In the case of Reid v Dukic  ACTSC 344, a man who posted a series of Facebook posts defaming the chief executive of a Canberra football organisation has been ordered to pay her damages of $180,000.
ACT Supreme Court Justice John Burns also granted the plaintiff an injunction, following a default judgment entered against the defendant in May this year, commenting:
“The defendant in the present matter has demonstrated tendencies to act irrationally and with defiance of any judgment that may be entered … This is a clear case of for the granting of injunctive relief.”
Heather Reid (pic) who had been the chief executive officer of Capital Football for 12 years before standing down in April this year, sued Stan Dukic, a soccer coach, over nine defamatory posts published between January and December 2015.
She pleaded a host of imputations involving allegations of fraud, dishonesty, theft, incompetence, negligence, racism, gender-bias and nepotism.
Dukic removed all the posts on February 12, 2016, but failed to file a notice of intention to respond, or a defence.
A hearing before another judge in May this year resulted in a default judgment being entered for the plaintiff after Dukic indicated via email he did not wish to take part in the proceedings.
The matter proceeded to an assessment of damages before Justice Burns.
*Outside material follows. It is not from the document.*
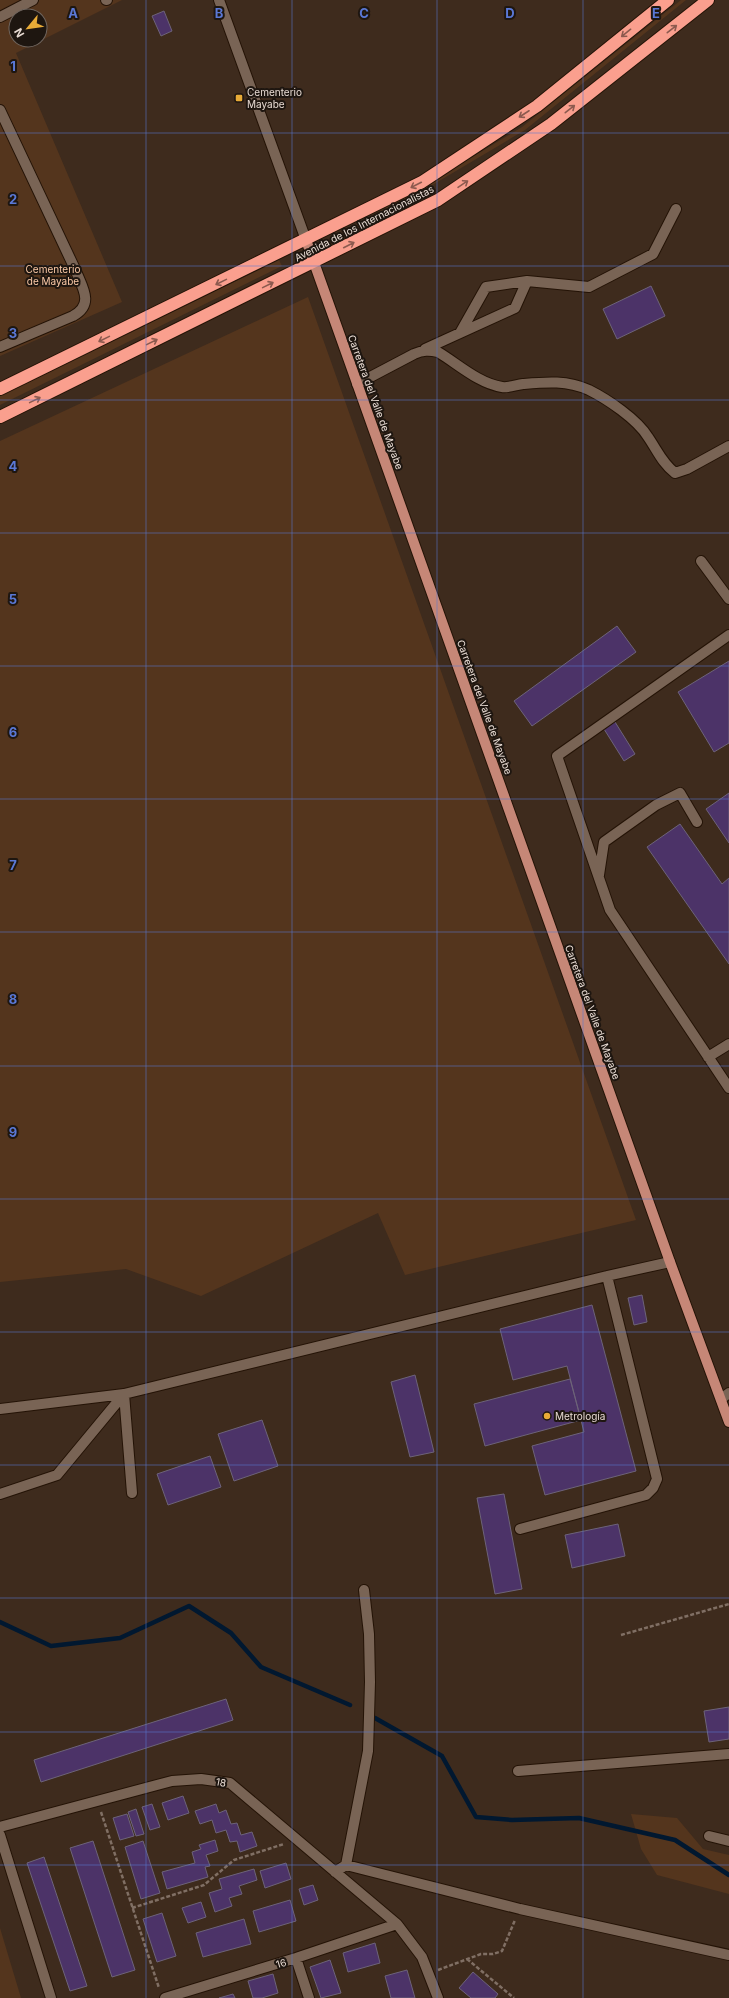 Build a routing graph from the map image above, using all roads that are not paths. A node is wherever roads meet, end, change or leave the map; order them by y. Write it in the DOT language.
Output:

The defendant again indicated he would not appear.
Justice Burns accepted the evidence given by the plaintiff and three reputation witnesses that she was a person held in high regard personally and professionally, having been awarded an AM for services to sports management.
Reid said her attention was drawn to the matters complained of by a staff member, who had been monitoring Dukic’s Facebook account following “unsavoury comments” he posted about her in 2014.
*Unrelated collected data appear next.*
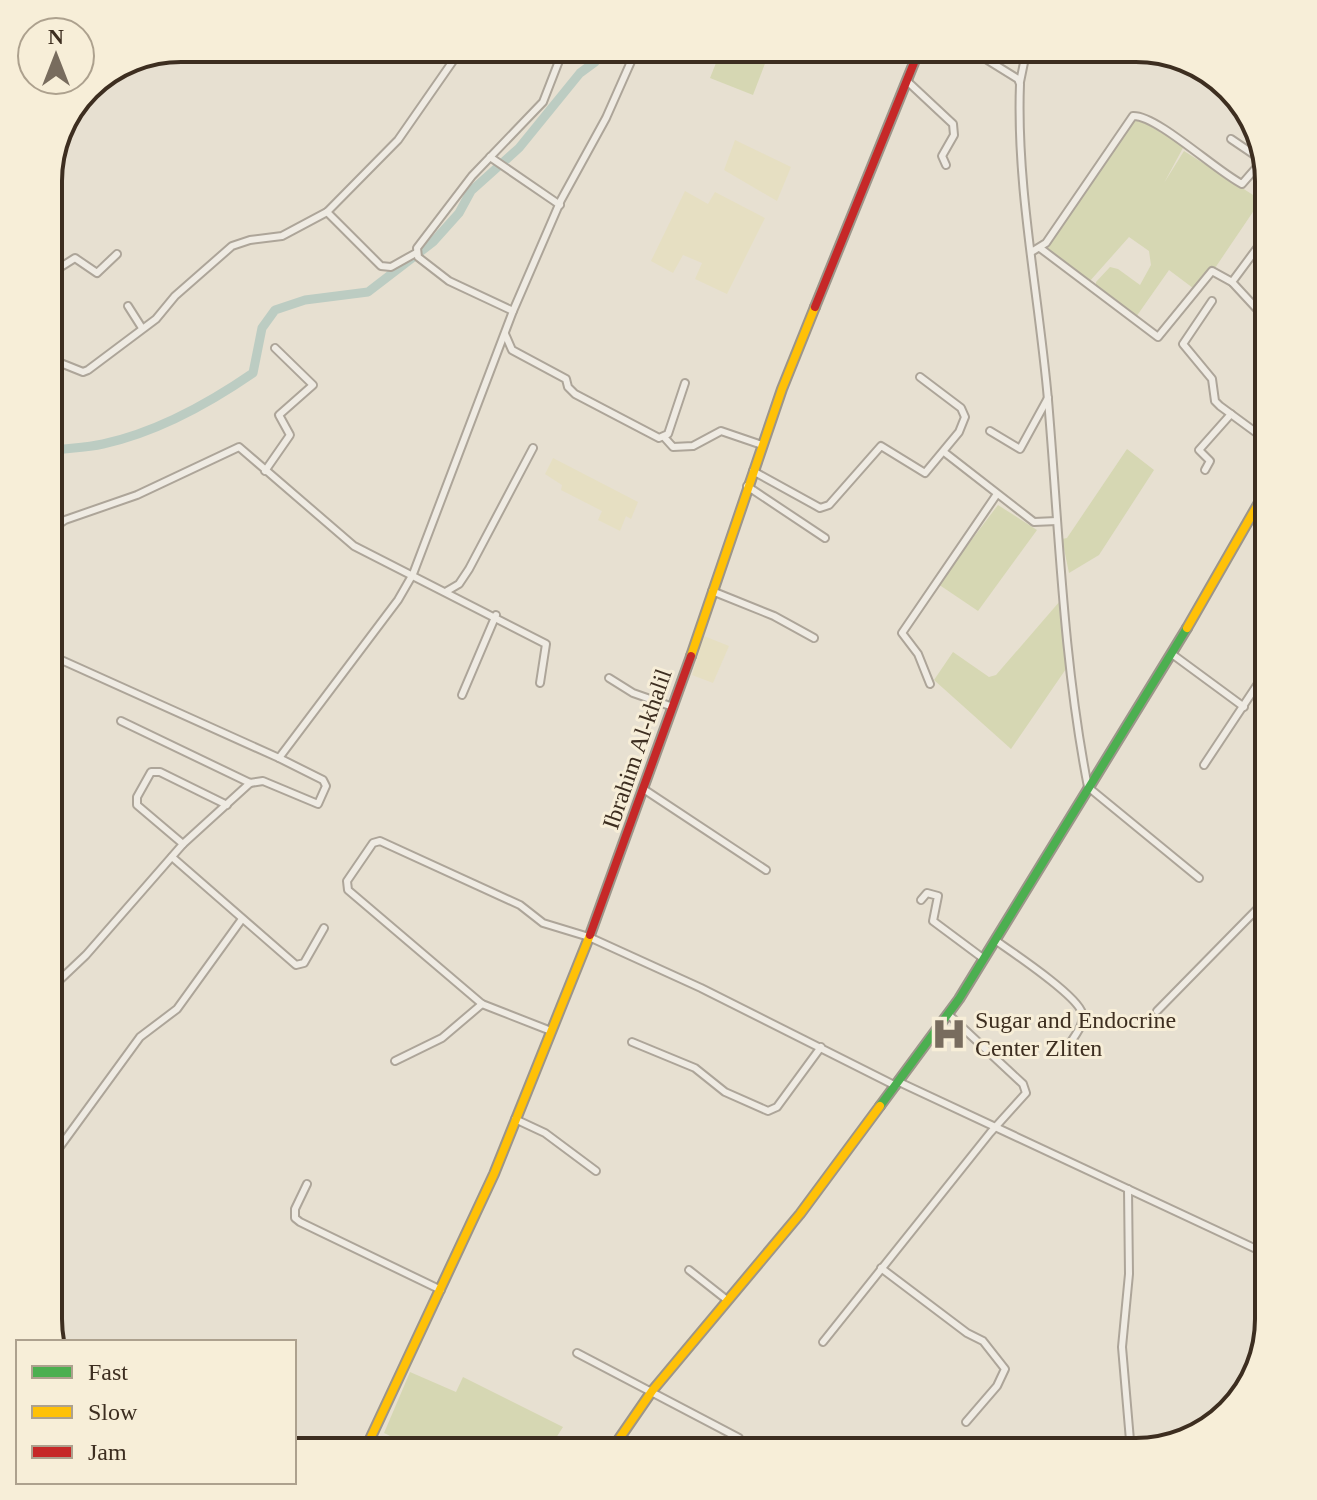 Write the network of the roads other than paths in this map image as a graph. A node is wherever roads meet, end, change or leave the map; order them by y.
1 (452, 62) edge
2 (559, 62) edge
3 (631, 62) edge
4 (914, 62) edge
5 (989, 62) edge
6 (1024, 62) edge
7 (907, 81) junction
8 (1020, 82) junction
9 (1231, 139) dead end
10 (1252, 153) edge
11 (490, 157) junction
12 (946, 165) dead end
13 (1254, 170) edge
14 (560, 205) junction
15 (327, 212) junction
16 (1036, 250) junction
17 (1255, 251) edge
18 (416, 253) junction
19 (117, 254) dead end
20 (62, 266) edge
21 (1232, 282) junction
22 (1212, 301) dead end
23 (128, 306) dead end
24 (1255, 307) edge
25 (513, 311) junction
26 (142, 328) junction
27 (505, 334) junction
28 (275, 348) dead end
29 (62, 363) edge
30 (920, 377) dead end
31 (685, 383) dead end
32 (1048, 398) junction
33 (1231, 414) junction
34 (990, 431) dead end
35 (1255, 432) edge
36 (664, 437) junction
37 (762, 445) junction
38 (533, 448) dead end
39 (944, 452) junction
40 (1205, 470) dead end
41 (265, 471) junction
42 (753, 471) junction
43 (747, 486) junction
44 (997, 494) junction
45 (1255, 509) edge
46 (1057, 521) junction
47 (62, 522) edge
48 (825, 538) dead end
49 (413, 574) junction
50 (447, 591) junction
51 (712, 591) junction
52 (496, 615) junction
53 (814, 638) dead end
54 (1172, 654) junction
55 (62, 660) edge
56 (609, 678) dead end
57 (540, 683) dead end
58 (930, 684) dead end
59 (1255, 689) edge
60 (462, 695) dead end
61 (673, 707) junction
62 (1244, 707) junction
63 (121, 721) dead end
64 (279, 758) junction
65 (1204, 765) dead end
66 (250, 783) junction
67 (1088, 787) junction
68 (645, 790) junction
69 (227, 805) junction
70 (183, 844) junction
71 (172, 857) junction
72 (766, 870) dead end
73 (1199, 878) dead end
74 (921, 900) dead end
75 (1255, 911) edge
76 (242, 919) junction
77 (324, 928) dead end
78 (589, 937) junction
79 (995, 940) junction
80 (984, 959) junction
81 (62, 978) edge
82 (482, 1004) junction
83 (1157, 1011) dead end
84 (948, 1014) junction
85 (551, 1031) junction
86 (632, 1042) dead end
87 (821, 1047) junction
88 (1068, 1047) dead end
89 (395, 1061) dead end
90 (898, 1084) junction
91 (515, 1119) junction
92 (994, 1128) junction
93 (62, 1144) edge
94 (596, 1171) dead end
95 (307, 1184) dead end
96 (1128, 1189) junction
97 (1255, 1248) edge
98 (881, 1268) junction
99 (689, 1270) dead end
100 (441, 1290) junction
101 (727, 1300) junction
102 (823, 1342) dead end
103 (577, 1353) dead end
104 (652, 1391) junction
105 (966, 1422) dead end
106 (371, 1438) edge
107 (620, 1438) edge
108 (739, 1438) edge
109 (1131, 1438) edge

1 - 15 street
2 - 11 street
3 - 14 street
4 - 7 street, Ibrahim Al-khalil
5 - 8 street
6 - 8 street
7 - 12 street
7 - 37 street, Ibrahim Al-khalil
8 - 16 street
9 - 10 street
11 - 14 street
11 - 18 street
13 - 16 street
14 - 25 street
15 - 18 street
15 - 26 street
16 - 21 street
16 - 32 street
17 - 21 street
18 - 25 street
19 - 20 street
21 - 24 street
22 - 33 street
23 - 26 street
25 - 27 street
26 - 29 street
27 - 36 street
27 - 49 street
28 - 41 street
30 - 39 street
31 - 36 street
32 - 34 street
32 - 46 street
33 - 35 street
33 - 40 street
36 - 37 street
37 - 42 street, Ibrahim Al-khalil
38 - 50 street
39 - 42 street
39 - 44 street
41 - 47 street
41 - 49 street
42 - 43 street, Ibrahim Al-khalil
43 - 48 street
43 - 51 street, Ibrahim Al-khalil
44 - 46 street
44 - 58 street
45 - 54 street
46 - 67 street
49 - 50 street
49 - 64 street
50 - 52 street
51 - 53 street
51 - 61 street, Ibrahim Al-khalil
52 - 57 street
52 - 60 street
54 - 62 street
54 - 67 street
55 - 64 street
56 - 61 street
59 - 62 street
61 - 68 street, Ibrahim Al-khalil
62 - 65 street
63 - 66 street
64 - 66 street
66 - 69 street
67 - 73 street
67 - 79 street
68 - 72 street
68 - 78 street, Ibrahim Al-khalil
69 - 70 street
69 - 70 street
70 - 71 street
71 - 76 street
71 - 81 street
74 - 80 street
75 - 83 street
76 - 77 street
76 - 93 street
78 - 82 street
78 - 85 street, Ibrahim Al-khalil
78 - 87 street
79 - 80 street
79 - 88 street
80 - 84 street
82 - 85 street
82 - 89 street
84 - 90 street
84 - 92 street
85 - 91 street, Ibrahim Al-khalil
86 - 87 street
87 - 90 street
90 - 92 street
90 - 101 street
91 - 94 street
91 - 100 street, Ibrahim Al-khalil
92 - 96 street
92 - 98 street
95 - 100 street
96 - 97 street
96 - 109 street
98 - 102 street
98 - 105 street
99 - 101 street
100 - 106 street, Ibrahim Al-khalil
101 - 104 street
103 - 104 street
104 - 107 street
104 - 108 street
The plaintiff described Dukic’s posts as “insulting”, “offensive”, “upsetting” and a “slur on her integrity”, which left her feeling “defenceless, disgusted and appalled” and affected her confidence so much so that she withdrew from the general football community.
Christopher Doyle, competitions manager of Capital Football, Peter Hugg, the head of Football NSW and Raenne Dower, the Capital football’s assistant technical director all gave evidence of the distressing effect Dukic’s posts had on Reid.
In determining whether aggravated damages should be payable, Justice Burns took into account Dukic’s various emails to Reid’s solicitors and court staff stating that he planned to “go bankrupt” and threatening to release a media statement accusing the plaintiff of “breaking the law”.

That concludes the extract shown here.